Now we tell Prolog to accept a string String if there is a computation that takes the FA, on input String, from the start state to some final state.
/* A string is accepted by fa_p if a computation that starts at p1
 on the string will end up in a state that is final.
accept_p(String):- computation(p1, String, F), final(F).
*/


For this lab,
  1. You are to write a prolog file called 'compute.pl' and it tells prolog how to run a FA on a string (i.e., the predicates given above).

  2. In a file called fa.pl, specify the transition function given above, and test it on a few strings. Test it by entering the prolog interpreter, loading the file using the "[compute]." goal, then the "[fa]" goal, then type:
    accept_p([a,a,b,b]).
    
    This should provoke the response "Yes", but if you query
    accept_p([a,a,b,b,a]).
    
    the prolog interpreter will say "No" -- in this case, only the strings with an even number of a's will be given a ``Yes" response.

  3. For the fa_p given above, query whether the string aabab is accepted.

  4. For the fa_p given above, query to generate six different strings that Prolog says are accepted by fa_p.

  5. Edit the file fa.pl to add transitions for states that sart with q. Write a FA that accepts all strings that contain the substring baab. Remember to identify the final states for this new FA.

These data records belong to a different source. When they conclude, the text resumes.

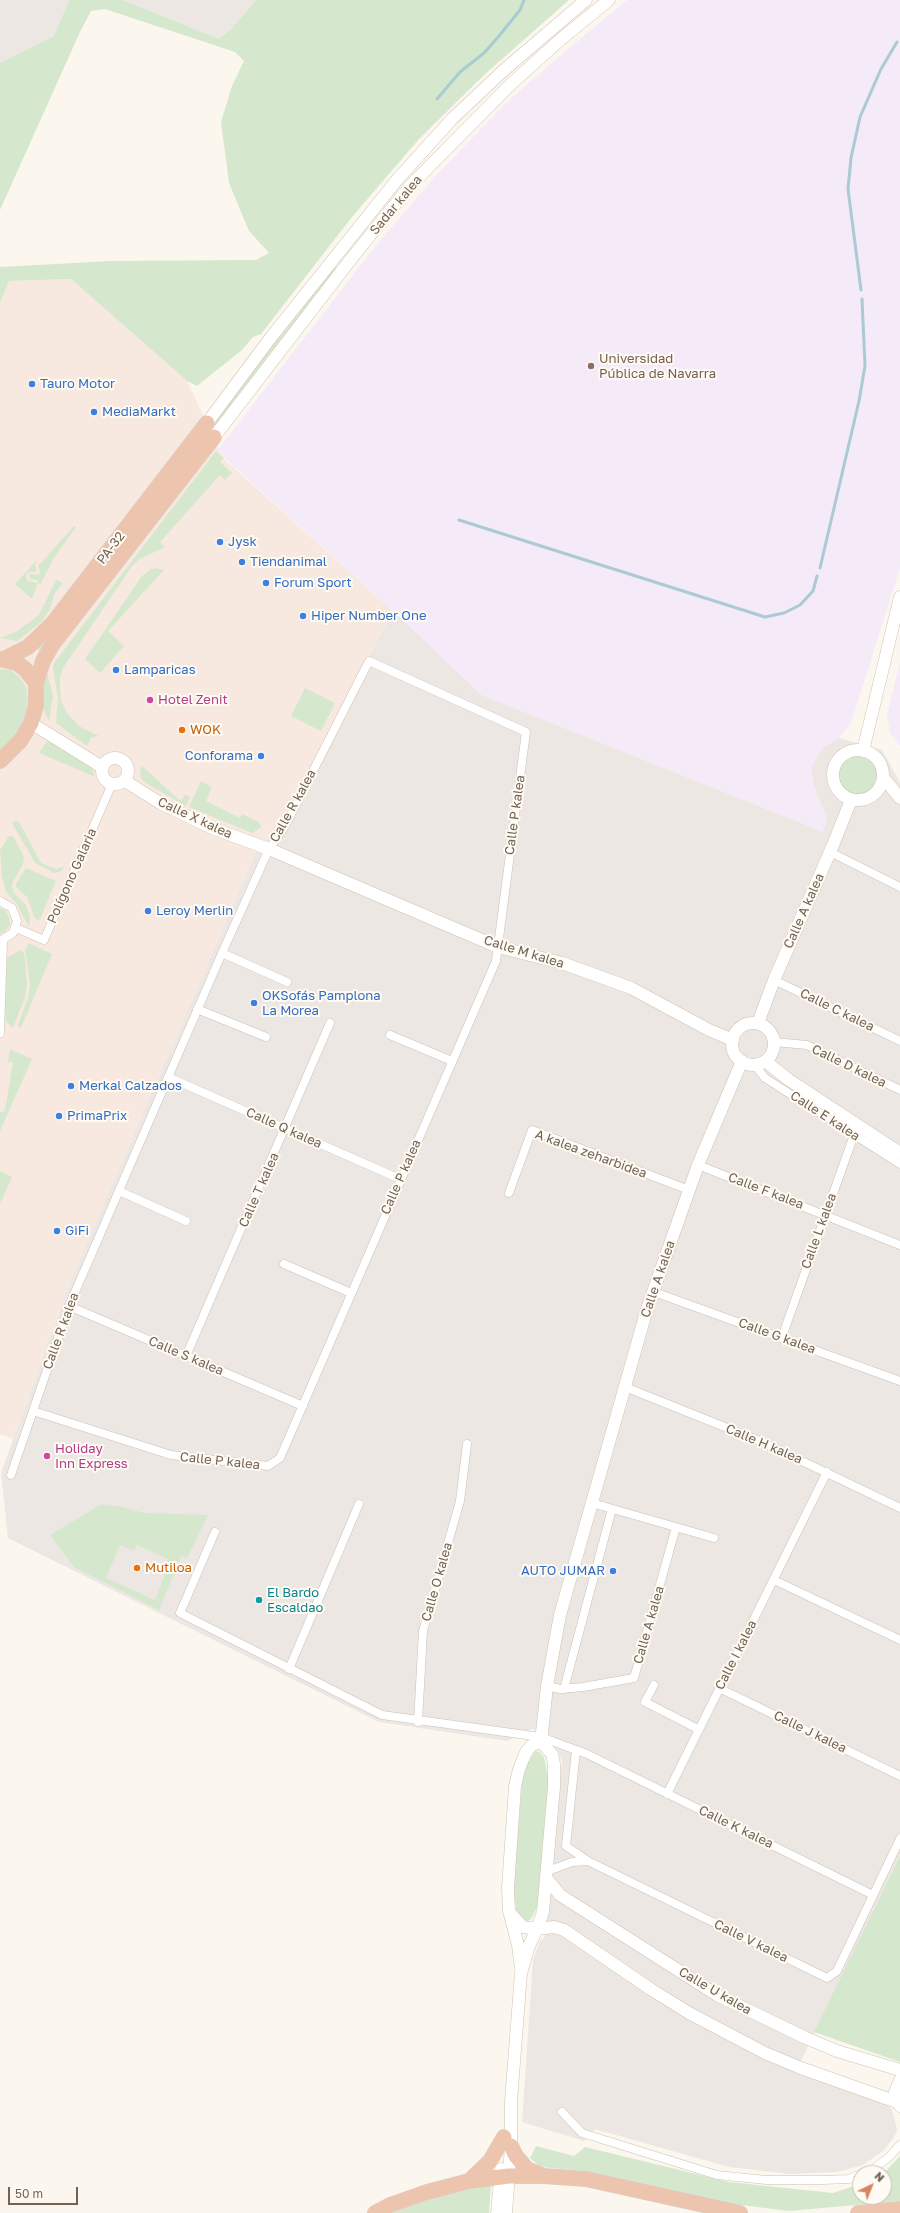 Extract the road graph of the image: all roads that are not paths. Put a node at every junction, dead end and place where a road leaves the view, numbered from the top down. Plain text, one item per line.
1 (586, 0) edge
2 (609, 0) edge
3 (332, 259) junction
4 (344, 268) junction
5 (207, 423) joint
6 (214, 437) joint
7 (900, 597) edge
8 (2, 659) edge
9 (369, 662) joint
10 (36, 683) junction
11 (31, 723) junction
12 (863, 751) junction
13 (0, 761) edge
14 (102, 767) junction
15 (883, 777) junction
16 (125, 781) junction
17 (112, 784) junction
18 (874, 794) junction
19 (900, 798) edge
20 (851, 800) junction
21 (269, 849) junction
22 (830, 852) junction
23 (900, 887) edge
24 (0, 900) edge
25 (16, 928) junction
26 (1, 941) edge
27 (498, 947) junction
28 (222, 953) junction
29 (774, 980) junction
30 (287, 982) dead end
31 (197, 1009) junction
32 (758, 1023) junction
33 (330, 1024) dead end
34 (0, 1033) edge
35 (390, 1035) dead end
36 (266, 1037) dead end
37 (733, 1040) junction
38 (900, 1040) edge
39 (774, 1042) junction
40 (452, 1061) junction
41 (754, 1062) junction
42 (168, 1076) junction
43 (900, 1090) edge
44 (285, 1128) junction
45 (857, 1131) junction
46 (900, 1153) edge
47 (900, 1164) edge
48 (698, 1165) junction
49 (400, 1179) junction
50 (689, 1190) junction
51 (119, 1191) junction
52 (509, 1193) dead end
53 (825, 1214) junction
54 (186, 1220) dead end
55 (900, 1245) edge
56 (284, 1264) dead end
57 (654, 1292) junction
58 (351, 1293) junction
59 (69, 1306) junction
60 (782, 1337) junction
61 (186, 1356) junction
62 (900, 1381) edge
63 (625, 1387) junction
64 (303, 1406) junction
65 (33, 1412) junction
66 (467, 1444) dead end
67 (827, 1472) junction
68 (11, 1475) dead end
69 (592, 1503) junction
70 (359, 1504) dead end
71 (900, 1508) edge
72 (612, 1509) junction
73 (676, 1527) junction
74 (215, 1532) dead end
75 (714, 1538) dead end
76 (774, 1580) junction
77 (900, 1640) edge
78 (289, 1669) junction
79 (547, 1686) junction
80 (654, 1686) dead end
81 (719, 1688) junction
82 (564, 1689) junction
83 (418, 1722) junction
84 (698, 1729) junction
85 (541, 1739) junction
86 (576, 1750) junction
87 (900, 1776) edge
88 (667, 1794) junction
89 (900, 1839) edge
90 (588, 1861) junction
91 (548, 1875) junction
92 (874, 1895) junction
93 (509, 1911) junction
94 (537, 1929) junction
95 (521, 1973) junction
96 (900, 2070) edge
97 (900, 2080) edge
98 (899, 2104) edge
99 (562, 2112) dead end
100 (508, 2141) junction
101 (900, 2145) edge
102 (879, 2165) edge
103 (542, 2176) junction
104 (852, 2177) edge
105 (500, 2179) junction
106 (468, 2181) junction
107 (900, 2208) edge
108 (374, 2213) edge
109 (497, 2213) edge
110 (502, 2213) edge
111 (506, 2213) edge
112 (740, 2213) edge
113 (858, 2213) edge

1 - 3 street, Sadar kalea
2 - 4 street, Sadar kalea
3 - 4 street
3 - 5 street, Sadar kalea
4 - 6 street, Sadar kalea
5 - 8 highway, PA-32 / PA-32
6 - 10 highway, PA-32
7 - 12 street
8 - 10 highway, PA-32
9 - 21 street, Calle R kalea
9 - 27 street, Calle P kalea
10 - 11 highway
11 - 13 highway
11 - 14 street
12 - 15 street
12 - 20 street
14 - 16 street
14 - 17 street
15 - 18 street
15 - 19 street
16 - 17 street
16 - 21 street, Calle X kalea
17 - 25 street, Polígono Galaria
18 - 19 street
18 - 20 street
20 - 22 street, Calle A kalea
21 - 27 street, Calle M kalea
21 - 28 street, Calle R kalea
22 - 23 street
22 - 29 street, Calle A kalea
24 - 25 street
25 - 26 street
26 - 34 street
27 - 37 street, Calle M kalea
27 - 40 street, Calle P kalea
28 - 30 street
28 - 31 street, Calle R kalea
29 - 32 street, Calle A kalea
29 - 38 street, Calle C kalea
31 - 36 street
31 - 42 street, Calle R kalea
32 - 37 street
32 - 39 street
33 - 44 street, Calle T kalea
35 - 40 street
37 - 41 street
39 - 41 street
39 - 43 street, Calle D kalea
40 - 49 street, Calle P kalea
41 - 45 street
41 - 48 street, Calle A kalea
42 - 44 street, Calle Q kalea
42 - 51 street, Calle R kalea
44 - 49 street, Calle Q kalea
44 - 61 street, Calle T kalea
45 - 46 street
45 - 47 street, Calle E kalea
45 - 53 street, Calle L kalea
48 - 50 street, Calle A kalea
48 - 53 street, Calle F kalea
49 - 58 street, Calle P kalea
50 - 52 street, A kalea zeharbidea
50 - 57 street, Calle A kalea
51 - 54 street
51 - 59 street, Calle R kalea
53 - 55 street, Calle F kalea
53 - 60 street, Calle L kalea
56 - 58 street
57 - 60 street, Calle G kalea
57 - 63 street, Calle A kalea
58 - 64 street, Calle P kalea
59 - 61 street, Calle S kalea
59 - 65 street, Calle R kalea
60 - 62 street, Calle G kalea
61 - 64 street, Calle S kalea
63 - 67 street, Calle H kalea
63 - 69 street, Calle A kalea
64 - 65 street, Calle P kalea
65 - 68 street, Calle R kalea
66 - 83 street, Calle O kalea
67 - 71 street, Calle H kalea
67 - 76 street, Calle I kalea
69 - 72 street
69 - 79 street, Calle A kalea
70 - 78 street
72 - 73 street
72 - 82 street
73 - 75 street
73 - 82 street, Calle A kalea
74 - 78 street
76 - 77 street
76 - 81 street, Calle I kalea
78 - 83 street
79 - 82 street, Calle A kalea
79 - 85 street, Calle A kalea
80 - 84 street
81 - 84 street, Calle I kalea
81 - 87 street, Calle J kalea
83 - 85 street
84 - 88 street, Calle I kalea
85 - 86 street, Calle K kalea
85 - 91 street
85 - 93 street
86 - 88 street, Calle K kalea
86 - 90 street, Calle V kalea
88 - 92 street, Calle K kalea
89 - 92 street
90 - 91 street
90 - 92 street, Calle V kalea
91 - 94 street
91 - 96 street, Calle U kalea
93 - 94 street
93 - 95 street
94 - 95 street
94 - 98 street
95 - 100 street
97 - 98 street
99 - 104 street
100 - 103 highway
100 - 105 street
100 - 106 highway
101 - 102 street
103 - 105 highway
103 - 112 highway
105 - 106 highway
105 - 109 street
105 - 110 street
105 - 111 street
106 - 108 highway
107 - 113 highway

  6. Test fa_q on strings abbabaabba ("accept_q([a,b,b,a,b,a,a,b,b,a])."), babaaab, the empty string. Remember to load compute.pl as well as the fa file if you go out of prolog and come back in.

  7. Get Prolog to generate six strings that have baab as a substring.

  8. Write a FA fa_r that accepts all strings in the language a*(bb+ba)*. Tuesday's lab won't know what that is yet; so just take it to be the language whose strings can be described as follows: "any number of a's followed by any number of strings from the set {bb, ba}." We'll do the transition diagram on the board.

  9. Test fa_r on strings abbabaabba, babaa, the empty string.

  10. Write fa_s that accepts the union of the language accepted by fa_r and fa_q -- i.e., all strings that either contain baab or are a bunch of a's followed by zero or more occurences of strings from the set {bb, ba}. Do so using non-determinism, epsilon transitions, and fa_r and fa_q. Test fa_s on strings like baab, aabb, abab. Of these, it should fail on the last one only. How does Prolog know which "lucky choice" to make?